Work to be completed:
Images excluded, return every record exactly as it reads.

*** Opening of Record set ***

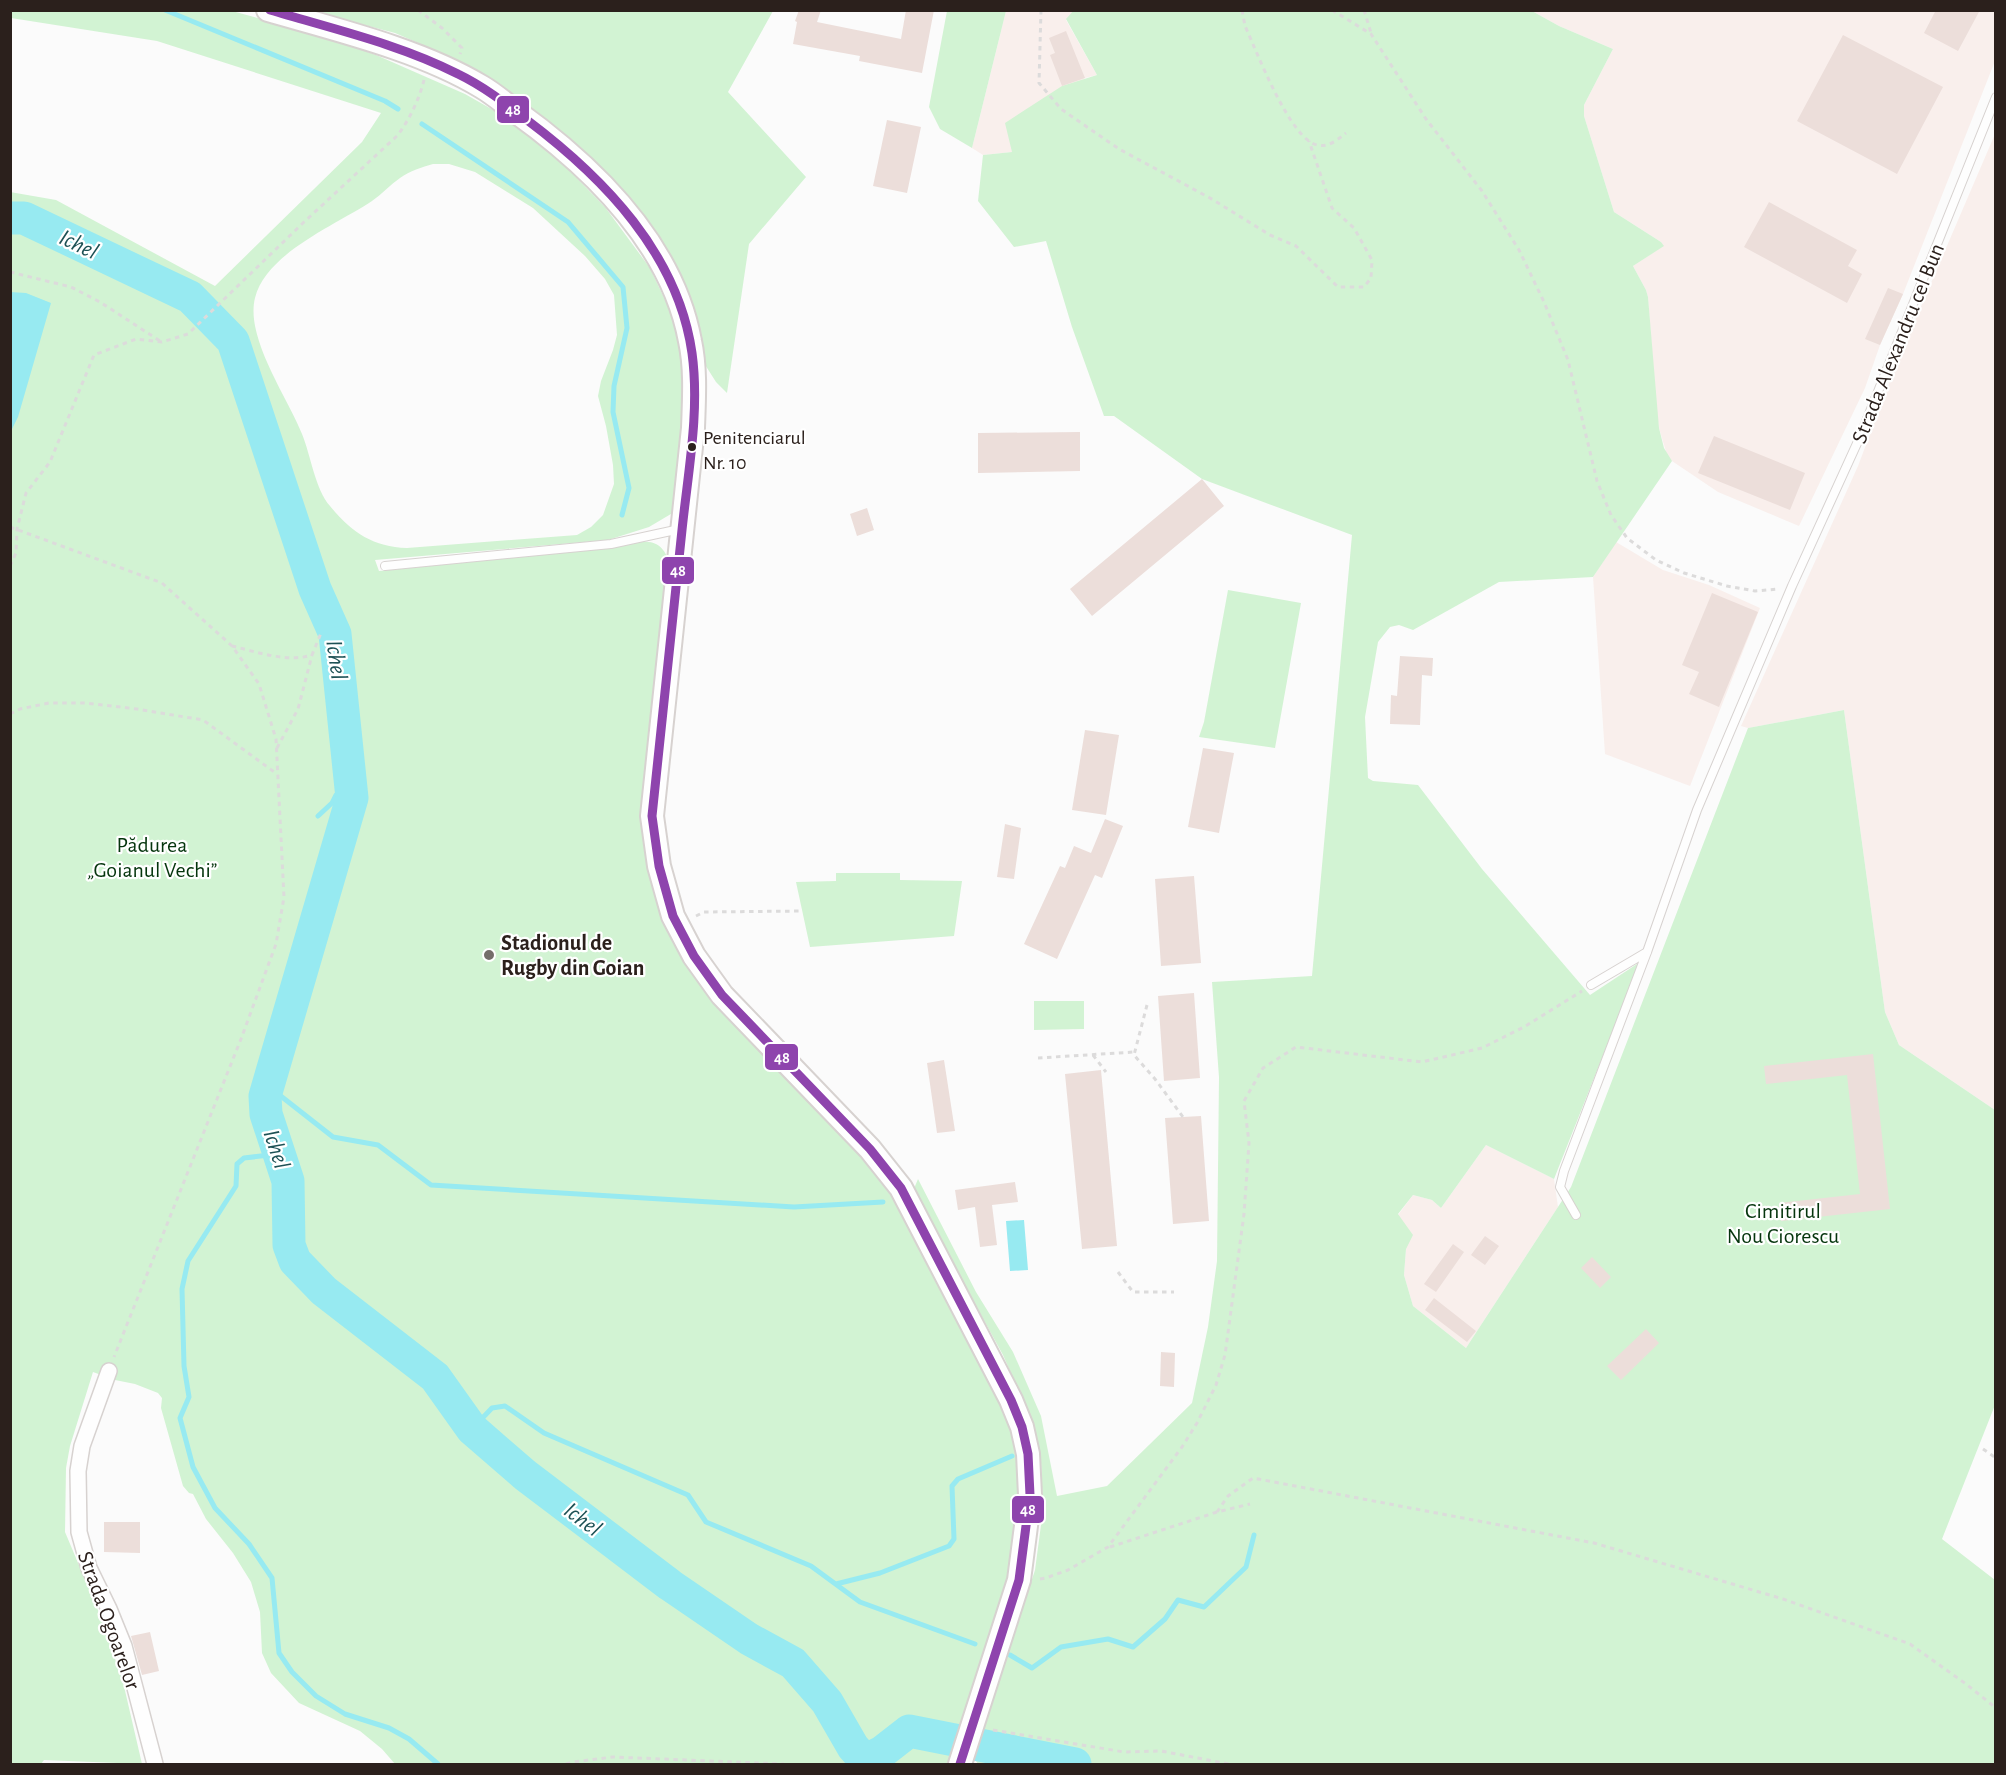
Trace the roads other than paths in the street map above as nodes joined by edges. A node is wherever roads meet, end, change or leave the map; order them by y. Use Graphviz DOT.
graph roads {
  1 [pos="268,10"];
  2 [pos="1995,97"];
  3 [pos="684,528"];
  4 [pos="385,566"];
  5 [pos="1647,952"];
  6 [pos="1591,985"];
  7 [pos="1576,1215"];
  8 [pos="109,1371"];
  9 [pos="961,1762"];
  10 [pos="155,1764"];
  1 -- 3 [label="street"];
  2 -- 5 [label="lane, Strada Alexandru cel Bun"];
  3 -- 4 [label="lane"];
  3 -- 9 [label="street"];
  5 -- 6 [label="lane"];
  5 -- 7 [label="lane, Strada Alexandru cel Bun"];
  8 -- 10 [label="street, Strada Ogoarelor"];
}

*** Close of Record set ***

Solved problem:
Trace the roads other than paths in the street map above as nodes joined by edges. A node is wherever roads meet, end, change or leave the map; order them by y. Use Graphviz DOT.
graph roads {
  1 [pos="268,10"];
  2 [pos="1995,97"];
  3 [pos="684,528"];
  4 [pos="385,566"];
  5 [pos="1647,952"];
  6 [pos="1591,985"];
  7 [pos="1576,1215"];
  8 [pos="109,1371"];
  9 [pos="961,1762"];
  10 [pos="155,1764"];
  1 -- 3 [label="street"];
  2 -- 5 [label="lane, Strada Alexandru cel Bun"];
  3 -- 4 [label="lane"];
  3 -- 9 [label="street"];
  5 -- 6 [label="lane"];
  5 -- 7 [label="lane, Strada Alexandru cel Bun"];
  8 -- 10 [label="street, Strada Ogoarelor"];
}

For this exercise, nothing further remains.